> [Your task]
Only a number is wanted: how many lines in the listing contain the word "hand"?

-----

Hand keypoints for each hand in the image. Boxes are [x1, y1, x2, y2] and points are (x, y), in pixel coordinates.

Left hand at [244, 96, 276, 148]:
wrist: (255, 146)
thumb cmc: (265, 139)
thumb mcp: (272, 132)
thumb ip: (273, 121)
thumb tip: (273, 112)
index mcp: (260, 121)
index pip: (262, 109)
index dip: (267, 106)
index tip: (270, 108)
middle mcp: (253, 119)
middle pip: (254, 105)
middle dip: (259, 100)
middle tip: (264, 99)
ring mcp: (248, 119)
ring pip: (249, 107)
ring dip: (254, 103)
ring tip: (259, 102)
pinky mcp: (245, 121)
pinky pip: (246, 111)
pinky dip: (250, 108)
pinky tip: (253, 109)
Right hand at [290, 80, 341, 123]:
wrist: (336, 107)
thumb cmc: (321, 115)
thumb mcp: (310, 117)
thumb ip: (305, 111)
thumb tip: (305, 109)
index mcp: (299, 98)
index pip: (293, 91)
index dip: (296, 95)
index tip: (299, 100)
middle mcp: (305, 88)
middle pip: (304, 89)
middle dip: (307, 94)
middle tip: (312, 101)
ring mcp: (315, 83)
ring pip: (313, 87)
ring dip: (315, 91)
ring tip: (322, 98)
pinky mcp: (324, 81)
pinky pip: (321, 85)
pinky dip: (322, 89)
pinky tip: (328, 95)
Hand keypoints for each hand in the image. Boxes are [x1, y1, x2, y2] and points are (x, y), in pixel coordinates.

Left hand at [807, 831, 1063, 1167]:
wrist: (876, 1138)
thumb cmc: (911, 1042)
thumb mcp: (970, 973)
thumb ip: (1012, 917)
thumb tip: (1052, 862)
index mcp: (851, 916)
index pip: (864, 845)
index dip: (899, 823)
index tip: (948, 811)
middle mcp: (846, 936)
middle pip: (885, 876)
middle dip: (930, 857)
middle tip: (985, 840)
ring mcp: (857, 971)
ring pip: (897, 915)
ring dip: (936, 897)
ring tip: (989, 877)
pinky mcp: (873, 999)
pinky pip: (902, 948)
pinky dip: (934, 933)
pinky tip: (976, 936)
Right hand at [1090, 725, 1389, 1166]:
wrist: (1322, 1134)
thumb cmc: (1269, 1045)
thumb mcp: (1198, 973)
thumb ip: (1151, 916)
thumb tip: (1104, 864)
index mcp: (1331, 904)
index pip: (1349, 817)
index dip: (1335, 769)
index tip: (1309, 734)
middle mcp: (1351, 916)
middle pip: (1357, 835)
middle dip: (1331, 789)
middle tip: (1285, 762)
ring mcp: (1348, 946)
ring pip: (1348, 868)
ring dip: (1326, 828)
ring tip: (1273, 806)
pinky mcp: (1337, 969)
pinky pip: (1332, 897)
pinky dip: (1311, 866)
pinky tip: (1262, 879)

-----

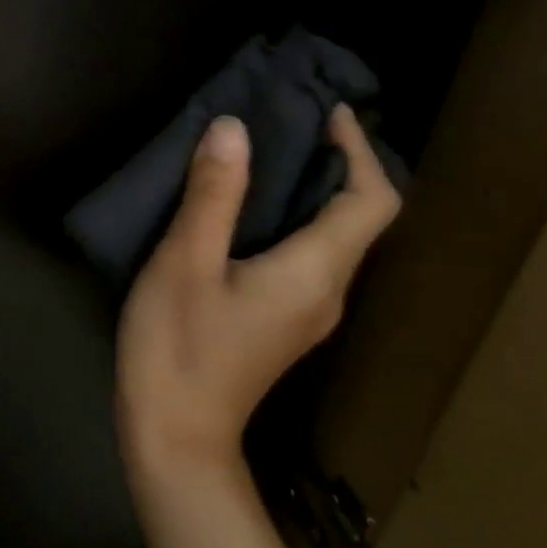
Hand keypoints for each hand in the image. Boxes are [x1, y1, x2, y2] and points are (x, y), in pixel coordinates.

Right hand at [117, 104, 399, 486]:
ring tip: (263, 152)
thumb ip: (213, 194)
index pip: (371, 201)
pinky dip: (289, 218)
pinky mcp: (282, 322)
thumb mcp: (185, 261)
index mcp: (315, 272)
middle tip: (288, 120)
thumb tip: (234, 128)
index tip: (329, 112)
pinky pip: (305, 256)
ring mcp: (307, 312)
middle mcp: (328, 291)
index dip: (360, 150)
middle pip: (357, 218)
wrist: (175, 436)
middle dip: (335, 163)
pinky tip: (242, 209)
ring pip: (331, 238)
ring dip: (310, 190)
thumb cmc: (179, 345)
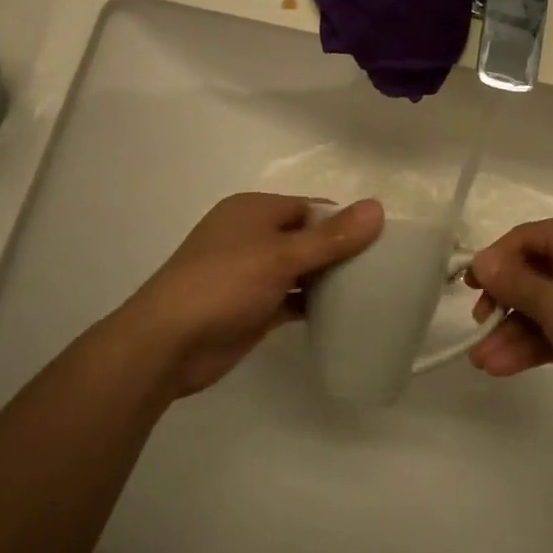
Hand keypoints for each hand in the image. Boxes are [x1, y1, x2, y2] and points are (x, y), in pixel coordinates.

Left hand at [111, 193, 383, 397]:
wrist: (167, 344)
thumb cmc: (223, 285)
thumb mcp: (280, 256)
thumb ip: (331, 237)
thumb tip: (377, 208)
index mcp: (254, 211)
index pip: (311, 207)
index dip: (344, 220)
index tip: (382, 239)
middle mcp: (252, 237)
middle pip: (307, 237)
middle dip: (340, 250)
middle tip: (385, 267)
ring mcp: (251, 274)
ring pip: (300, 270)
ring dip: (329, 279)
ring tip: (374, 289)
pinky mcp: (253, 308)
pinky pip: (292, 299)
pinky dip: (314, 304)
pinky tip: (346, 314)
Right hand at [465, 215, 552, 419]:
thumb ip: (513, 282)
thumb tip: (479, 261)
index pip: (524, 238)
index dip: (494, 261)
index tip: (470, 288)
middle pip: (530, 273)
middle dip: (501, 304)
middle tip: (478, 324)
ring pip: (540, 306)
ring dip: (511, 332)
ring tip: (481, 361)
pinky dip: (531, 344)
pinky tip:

-----

> [Result below]
11